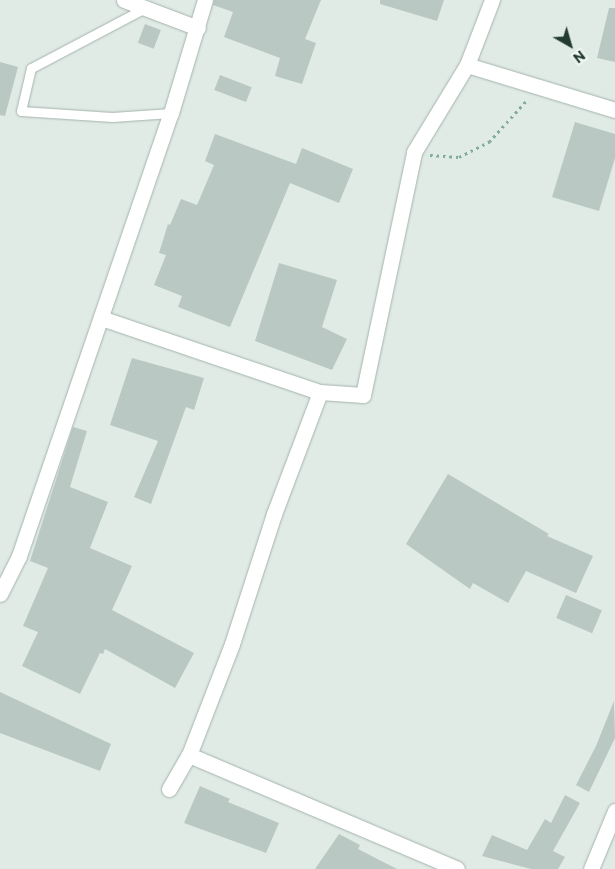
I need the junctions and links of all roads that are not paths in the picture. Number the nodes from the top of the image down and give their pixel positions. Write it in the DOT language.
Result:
graph roads {
  1 [pos="124,0"];
  2 [pos="206,0"];
  3 [pos="492,0"];
  4 [pos="148,6"];
  5 [pos="198,28"];
  6 [pos="467,65"];
  7 [pos="615,110"];
  8 [pos="171,113"];
  9 [pos="100,318"];
  10 [pos="320,392"];
  11 [pos="0,594"];
  12 [pos="189,755"];
  13 [pos="169,789"];
  14 [pos="615,811"];
  15 [pos="457,869"];
  16 [pos="591,869"];
  1 -- 4 [label="street"];
  2 -- 5 [label="street"];
  3 -- 6 [label="street"];
  4 -- 5 [label="street"];
  4 -- 8 [label="lane"];
  5 -- 8 [label="street"];
  6 -- 7 [label="street"];
  6 -- 10 [label="street"];
  8 -- 9 [label="street"];
  9 -- 10 [label="street"];
  9 -- 11 [label="street"];
  10 -- 12 [label="street"];
  12 -- 13 [label="street"];
  12 -- 15 [label="street"];
  14 -- 16 [label="street"];
}
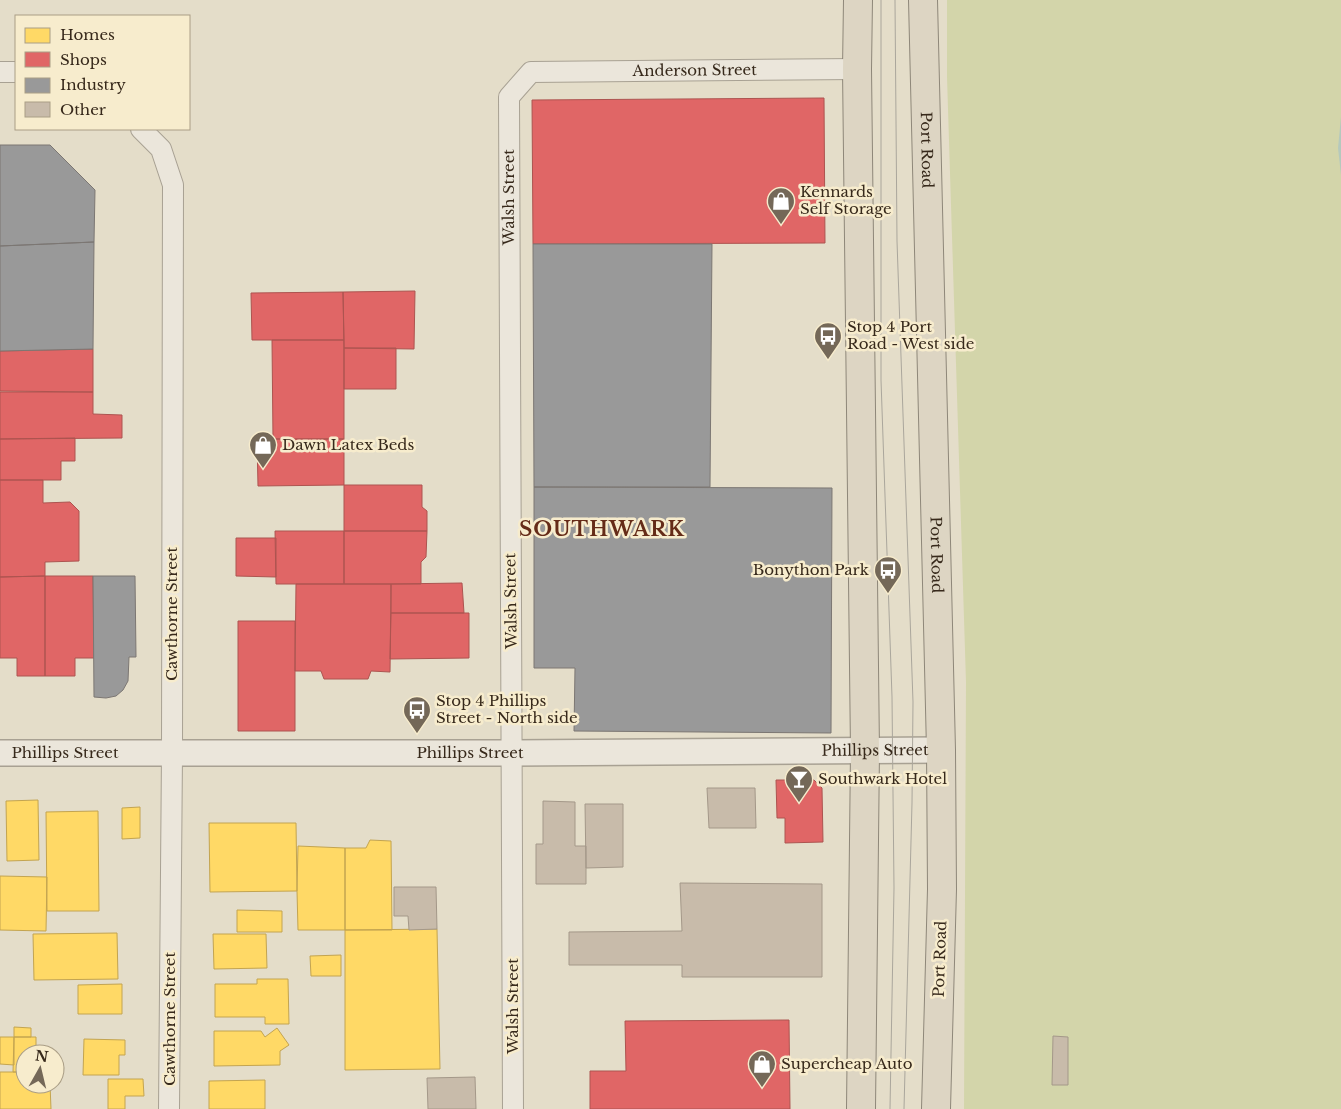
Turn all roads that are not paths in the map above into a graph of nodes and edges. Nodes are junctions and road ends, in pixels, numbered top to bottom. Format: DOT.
graph roads {
  1 [pos="858,0"];
  2 [pos="922,0"];
  3 [pos="857,69"];
  4 [pos="0,72"];
  5 [pos="15,72"];
  6 [pos="532,72"];
  7 [pos="142,130"];
  8 [pos="941,750"];
  9 [pos="865,751"];
  10 [pos="0,753"];
  11 [pos="172,753"];
  12 [pos="513,753"];
  13 [pos="170,1109"];
  14 [pos="513,1109"];
  15 [pos="861,1109"];
  16 [pos="936,1109"];
  1 -- 3 [label="highway"];
  2 -- 8 [label="highway, Port Road"];
  3 -- 6 [label="street, Anderson Street"];
  3 -- 9 [label="highway"];
  4 -- 5 [label="street"];
  6 -- 12 [label="street, Walsh Street"];
  7 -- 11 [label="street, Cawthorne Street"];
  8 -- 9 [label="street, Phillips Street"];
  8 -- 16 [label="highway, Port Road"];
  9 -- 12 [label="street, Phillips Street"];
  9 -- 15 [label="highway"];
  10 -- 11 [label="street, Phillips Street"];
  11 -- 12 [label="street, Phillips Street"];
  11 -- 13 [label="street, Cawthorne Street"];
  12 -- 14 [label="street, Walsh Street"];
}
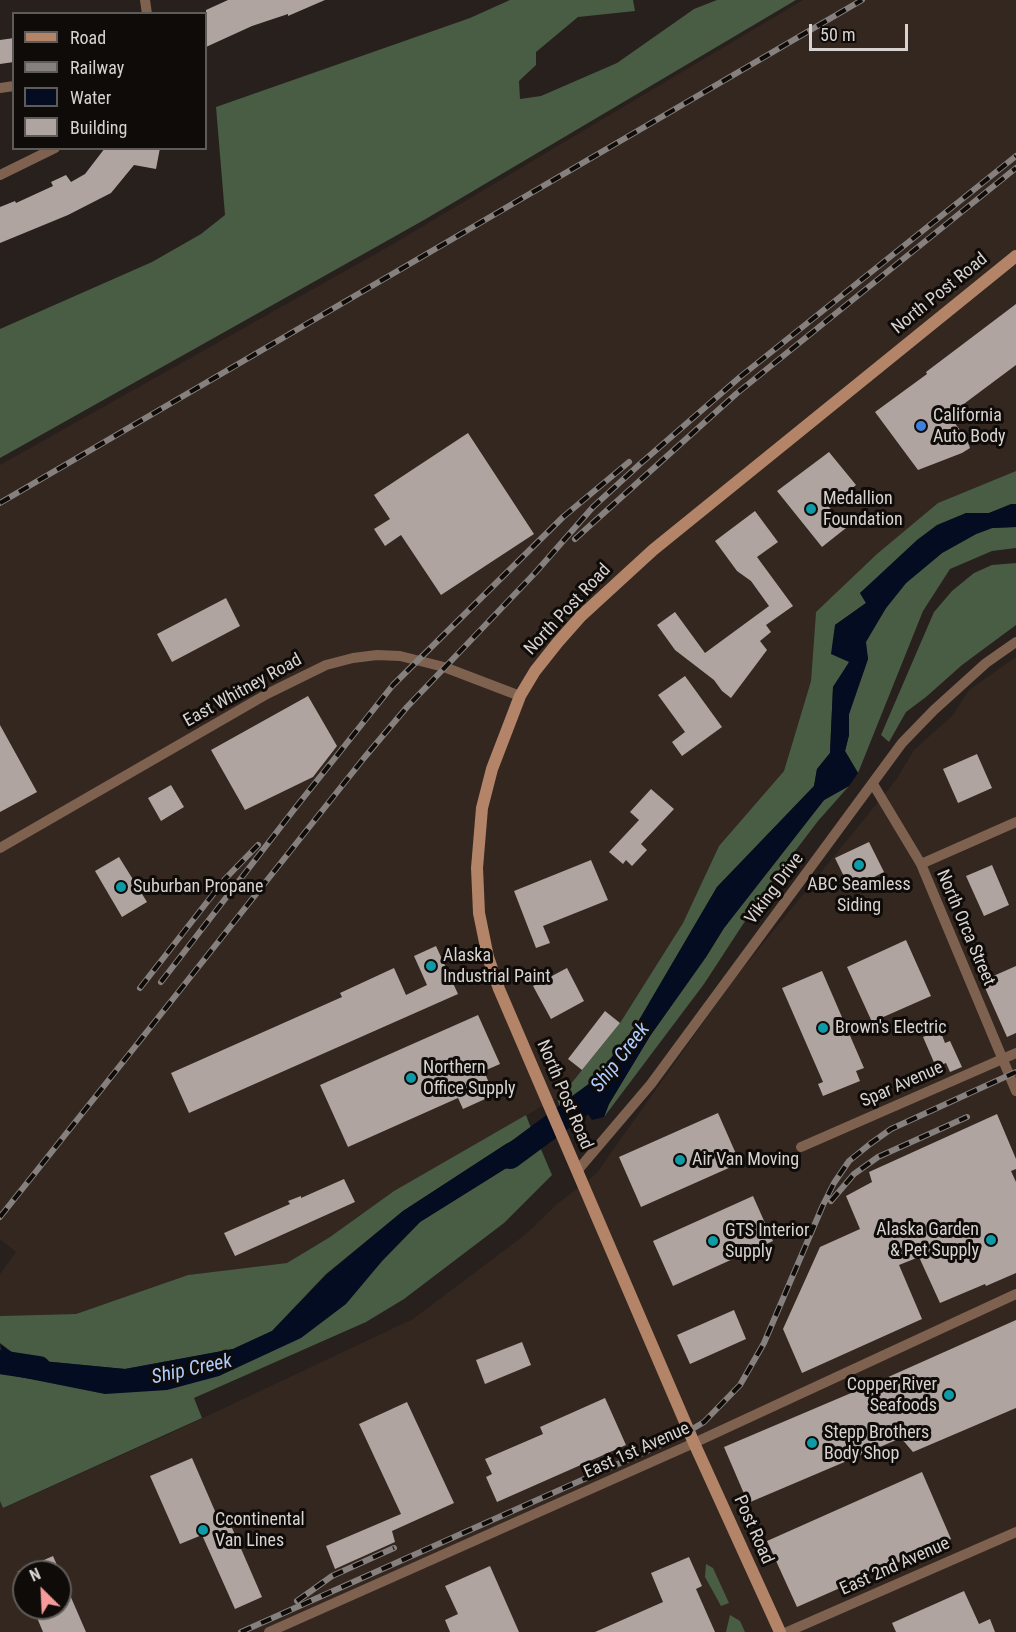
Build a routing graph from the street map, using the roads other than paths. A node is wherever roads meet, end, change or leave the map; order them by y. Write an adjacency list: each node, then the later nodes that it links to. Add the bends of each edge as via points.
1 (51, 150): 2 (street)
2 (0, 176)
3 (1016, 256): 5 (street, North Post Road, via 612,586 558,642)
4 (1016, 642): 6 (street, Viking Drive, via 934,710 902,743)
5 (520, 696): 8 (street, East Whitney Road, via 418,659 352,657 326,665 267,694); 14 (street, North Post Road, via 492,769 482,808 478,840 479,913 488,957 500,989)
6 (873, 784): 9 (street, North Orca Street); 14 (street, Viking Drive, via 651,1084)
7 (1016, 822): 9 (street)
8 (0, 848)
9 (921, 864): 11 (street, North Orca Street)
10 (1016, 1053): 11 (street, Spar Avenue)
11 (1002, 1059): 12 (street, North Orca Street); 13 (street, Spar Avenue)
12 (1016, 1091)
13 (801, 1147)
14 (577, 1171): 16 (street, North Post Road)
15 (1016, 1294): 16 (street, East 1st Avenue)
16 (694, 1443): 18 (street, East 1st Avenue); 19 (street, Post Road)
17 (1016, 1532): 20 (street, East 2nd Avenue)
18 (269, 1632)
19 (780, 1632)
20 (787, 1632)

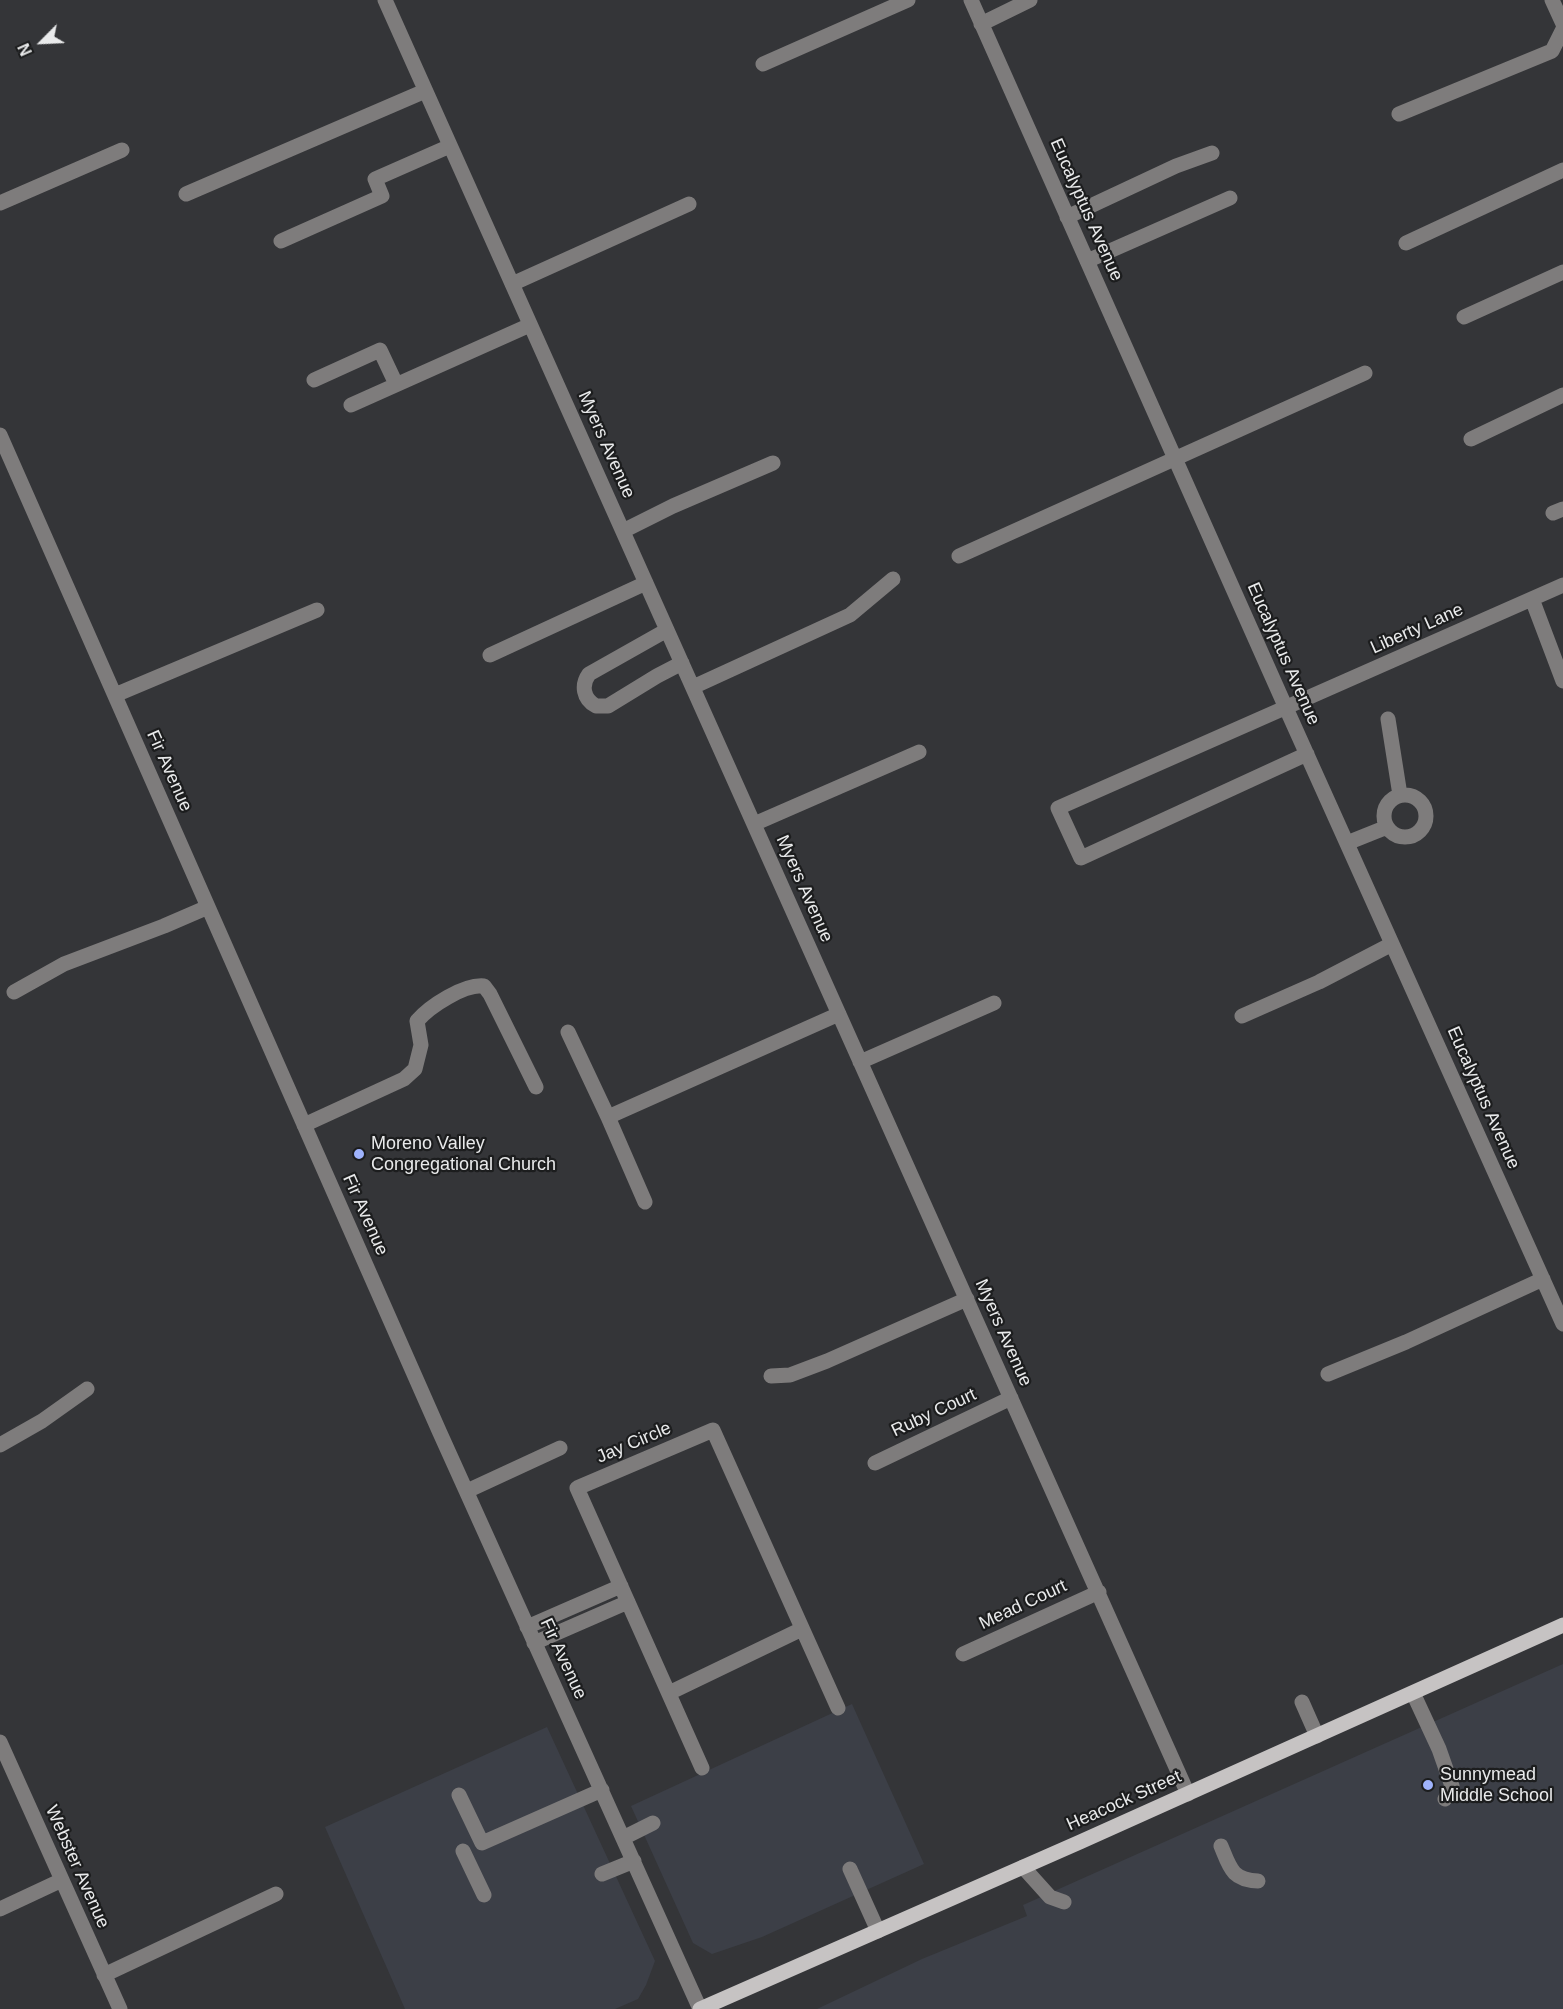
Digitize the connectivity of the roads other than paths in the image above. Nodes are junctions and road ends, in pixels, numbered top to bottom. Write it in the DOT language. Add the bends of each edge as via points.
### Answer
------------------------------
_What you need to do_.
Count the lines of the data that contain the word "image", and give only that number.

_Result for this exercise_.
2